Stegosaurus NHMUK PV R36730 caudal 34. Right now this one Stego and the hadrosaur pictured above are it for NCRs in Ornithischia — but probably not for long. Maidment et al. (2015: fig. 49).

I haven’t found NCRs but I’d like to — what should I do? Go look in a bunch of neural canals. Seriously. That’s the gig. You might find some in the literature, but I wouldn’t count on a lot. You know who figures dinosaur caudals (1) in AP view (2) with the neural canals fully prepped (3) at sufficient detail to spot NCRs? Very few folks. At a reviewer’s request I spent some time plowing through a bunch of dino literature, and out of all the papers I checked, Susie Maidment’s stegosaur was the only new hit (Maidment et al. 2015, and kudos to Susie for the comprehensive illustrations). But someone who had access to a collection to ‘crawl’, logging all the NCRs, could do bang-up business. I know because that’s what Jessie and I did at Dinosaur Journey in 2018 and 2022, which is why there are so many MWC specimens in the new paper. Outside of Sauropoda we’ve found NCRs in Allosaurus, Ceratosaurus, Stegosaurus, and an indeterminate hadrosaur, and I don’t need to tell you that that is hardly a comprehensive survey of Dinosauria. We didn’t do more because we’re mortal and we wanted to get our sauropod paper out before it metastasized further, not because we were done, or even started, really. So if you want to discover new anatomy in dinosaurs, here’s a path with a very high likelihood of success.

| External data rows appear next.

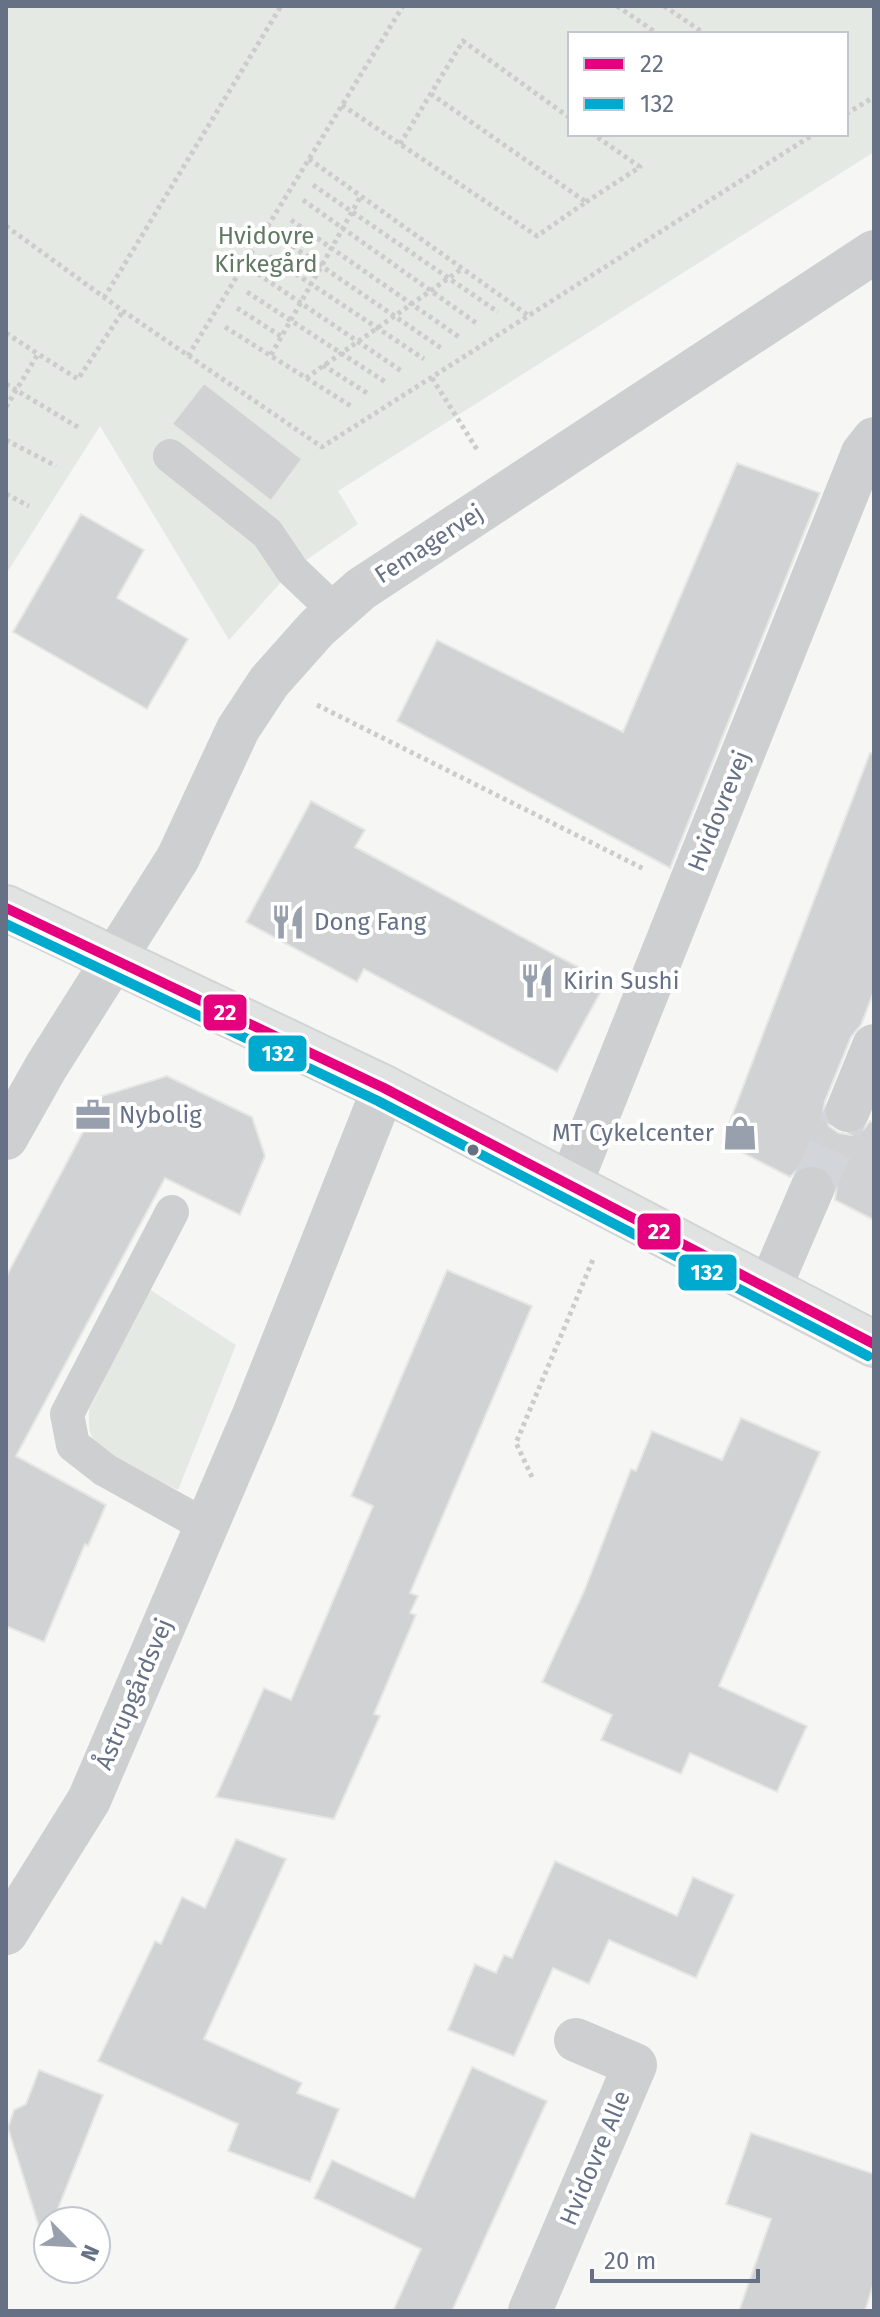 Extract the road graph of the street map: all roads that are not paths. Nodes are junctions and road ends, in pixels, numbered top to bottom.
1 (874, 252) edge
2 (874, 439) edge
3 (170, 456) dead end
4 (335, 611) junction
5 (6, 908) edge
6 (113, 959) junction
7 (874, 1046) edge
8 (384, 1088) junction
9 (848, 1110) tunnel mouth
10 (6, 1138) edge
11 (570, 1185) junction
12 (812, 1189) tunnel mouth
13 (171, 1236) dead end
14 (769, 1289) junction
15 (874, 1344) edge
16 (206, 1526) junction
17 (6, 1933) edge
18 (576, 2040) dead end
19 (530, 2311) edge

1 - 4 street, Femagervej
2 - 11 street, Hvidovrevej
3 - 4 lane
4 - 6 street, Femagervej
5 - 6 street
6 - 8 street
6 - 10 street, Femagervej
7 - 9 street
8 - 11 street
8 - 16 street, Åstrupgårdsvej
11 - 14 street
12 - 14 street
13 - 16 lane
14 - 15 street
16 - 17 street, Åstrupgårdsvej
18 - 19 street, Hvidovre Alle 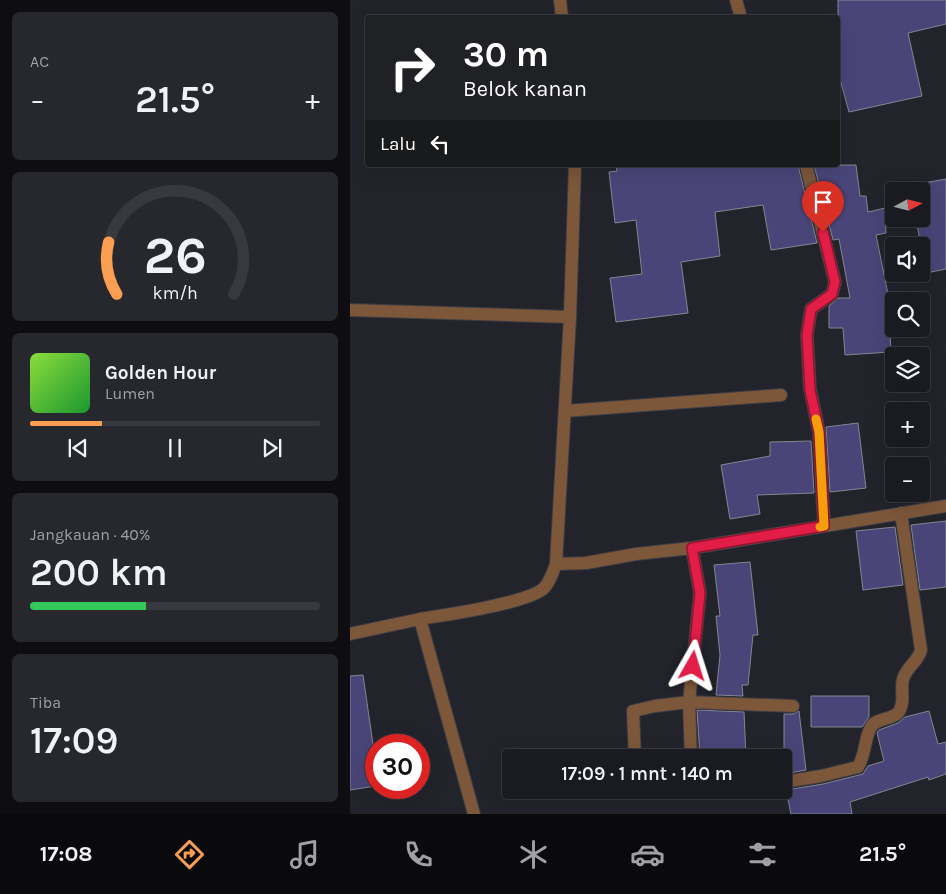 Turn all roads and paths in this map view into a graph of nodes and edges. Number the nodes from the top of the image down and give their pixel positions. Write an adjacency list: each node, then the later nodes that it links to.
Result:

What are you going to do next? The Greater Atterholt-Wedel Neural Canal Exploration Project (GAWNCEP) is still rolling, mostly under Jessie’s direction at the moment. As promised above, more weirdness is coming, watch this space. And when I’m not GAWNCEPtualizing, I, ahem, owe some folks some work on some projects. Just a few!

Special Thanks

Because you’re not supposed to thank your own coauthors in the acknowledgements: many thanks to Ron Tykoski and Tony Fiorillo for never giving up during the entire decade that it took to get from our first coauthored conference presentation to our first coauthored paper. Thanks to Femke and Tara for finding more NCRs and joining us on the paper, to John Yasmer for CT wizardry, and to Thierra Nalley for 3D recon wizardry and for being our resident non-sauropod vertebra expert. Y’all are great folks and it’s a pleasure to share the byline with you.

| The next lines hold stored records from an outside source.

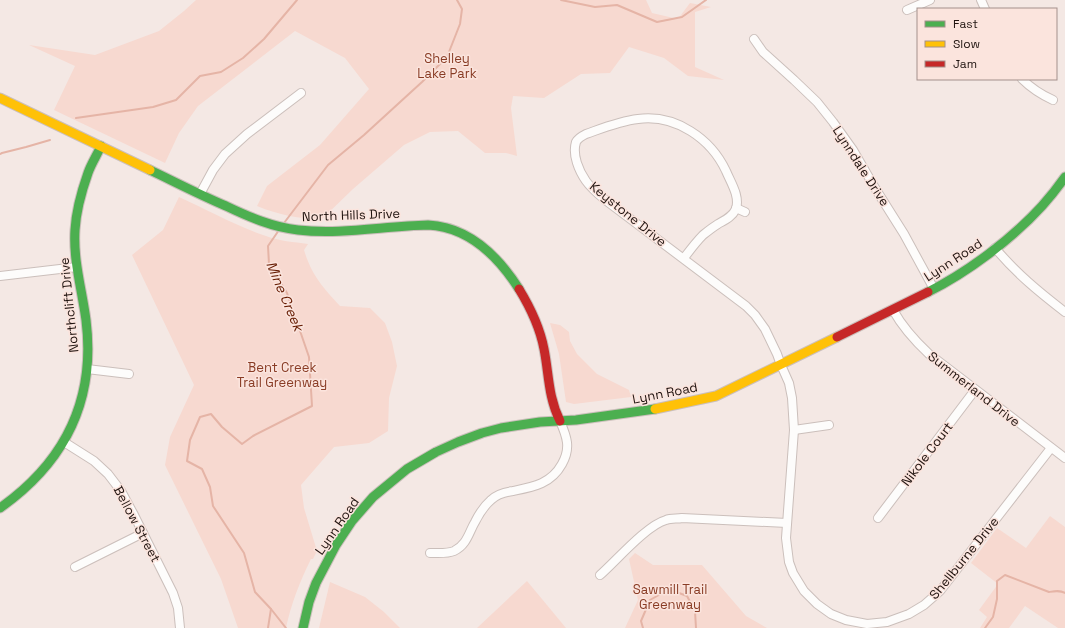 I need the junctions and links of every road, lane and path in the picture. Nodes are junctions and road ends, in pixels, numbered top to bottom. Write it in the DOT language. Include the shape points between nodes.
graph roads {
  1 [pos="930,0"];
  2 [pos="907,10"];
  3 [pos="754,39"];
  4 [pos="1023,80"];
  5 [pos="301,93"];
  6 [pos="0,98"];
  7 [pos="1053,100"];
  8 [pos="101,146"];
  9 [pos="1065,177"];
  10 [pos="200,194"];
  11 [pos="736,208"];
  12 [pos="745,212"];
  13 [pos="995,248"];
  14 [pos="684,258"];
  15 [pos="77,267"];
  16 [pos="0,276"];
  17 [pos="934,289"];
  18 [pos="892,310"];
  19 [pos="1065,312"];
  20 [pos="781,365"];
  21 [pos="88,369"];
  22 [pos="129,374"];
  23 [pos="975,390"];
  24 [pos="560,421"];
  25 [pos="829,425"];
  26 [pos="794,430"];
  27 [pos="64,442"];
  28 [pos="1050,448"];
  29 [pos="1065,458"];
  30 [pos="0,508"];
  31 [pos="878,518"];
  32 [pos="787,523"];
  33 [pos="143,533"];
  34 [pos="430,553"];
  35 [pos="75,567"];
  36 [pos="600,575"];
  37 [pos="180,628"];
  38 [pos="303,628"];
  1 -- 2 [label="street"];
  3 -- 17 [label="street, Lynndale Drive" via="763,52 817,102 854,150"];
  4 -- 7 [label="street"];
  5 -- 10 [label="street" via="225,154"];
  6 -- 8 [label="main road, North Hills Drive"];
  8 -- 10 [label="main road, North Hills Drive"];
  8 -- 15 [label="main road, Northclift Drive" via="89,172 80,205 75,232"];
  9 -- 13 [label="main road, Lynn Road" via="1043,206"];
  10 -- 24 [label="main road, North Hills Drive" via="281,228 327,232 427,226 451,229 474,239 509,274 529,306 540,334 552,402"];
  11 -- 12 [label="street"];
  11 -- 14 [label="street" via="732,215 702,236"];
  11 -- 14 [label="street, Keystone Drive" via="734,189 720,159 710,146 682,126 654,118 640,118 625,120 573,139 576,161 587,182 600,195"];
  13 -- 17 [label="main road, Lynn Road" via="969,268"];
  13 -- 19 [label="street" via="1027,282"];
  14 -- 20 [label="street, Keystone Drive" via="755,315 765,329"];
  15 -- 16 [label="street"];
  15 -- 21 [label="main road, Northclift Drive" via="86,319"];
  17 -- 18 [label="main road, Lynn Road"];
  18 -- 20 [label="main road, Lynn Road"];
  18 -- 23 [label="street, Summerland Drive" via="914,340"];
  20 -- 24 [label="main road, Lynn Road" via="716,396 657,410"];
  20 -- 26 [label="street, Shellburne Drive" via="790,383"];
  21 -- 22 [label="street"];
  21 -- 27 [label="main road, Northclift Drive" via="79,409"];
  23 -- 28 [label="street, Summerland Drive"];
  23 -- 31 [label="street, Nikole Court"];
  24 -- 34 [label="street" via="568,446 563,463 553,476 545,482 503,493 491,499 482,509 464,544 444,553"];
  24 -- 38 [label="main road, Lynn Road" via="540,422 482,433 436,452 407,469 373,497 336,545 316,583"];
  25 -- 26 [label="street"];
  26 -- 32 [label="street, Shellburne Drive"];
  27 -- 30 [label="main road, Northclift Drive" via="29,485"];
  27 -- 33 [label="street, Bellow Street" via="94,461 108,474 121,491"];
  28 -- 29 [label="street, Summerland Drive"];
  28 -- 32 [label="street, Shellburne Drive" via="940,591 909,614 887,622 867,624 846,620 817,604 804,591 793,573 786,538"];
  32 -- 36 [label="street" via="682,518 667,520 641,536"];
  33 -- 35 [label="street"];
  33 -- 37 [label="street, Bellow Street" via="178,608"];
}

Dingler (1965: fig. 12) showing the elaborate ladder-like denticulate ligament system that suspends the spinal cord inside the synsacrum of a goose. Caption and labels translated by London Wedel.

At a crucial point in this project I needed a translation of Dingler (1965), which is was only available in German. I hired my son, London Wedel, then a high school senior taking German 4, to translate it. That translation will go up on the Polyglot Paleontologist at some point, but in the meantime you can get it here (Dingler 1965 bird spinal cord paper (translation)) and at the hyperlink in the references below. London just started classes at European University Viadrina Frankfurt (Oder), pursuing his long-held dream of attending university in Germany, and I couldn’t be prouder.

David Wake was the lecturer for the evolution course in my first semester at Berkeley. I invited him to serve on my qualifying exam committee because I knew he would terrify me into working my butt off — not, I must clarify, because he was a terrifying person, but because the depth and breadth of his erudition intimidated the crap out of me. I invited him to serve on my dissertation committee for the same reason. He always pushed me to think more broadly — in time, space, development, function, phylogeny, and evolution. Those seeds didn’t all germinate right away, but I can see that a lot of my intellectual range now is a result of his example and his prodding back then. I never had the opportunity to collaborate with David directly, but I get immense satisfaction from the fact that this entire project was born out of a suggestion of his. My coauthors Jessie Atterholt and Tara Lepore are also proud Berkeley grads, and we’re all happy to dedicate the new paper to the memory of David Wake.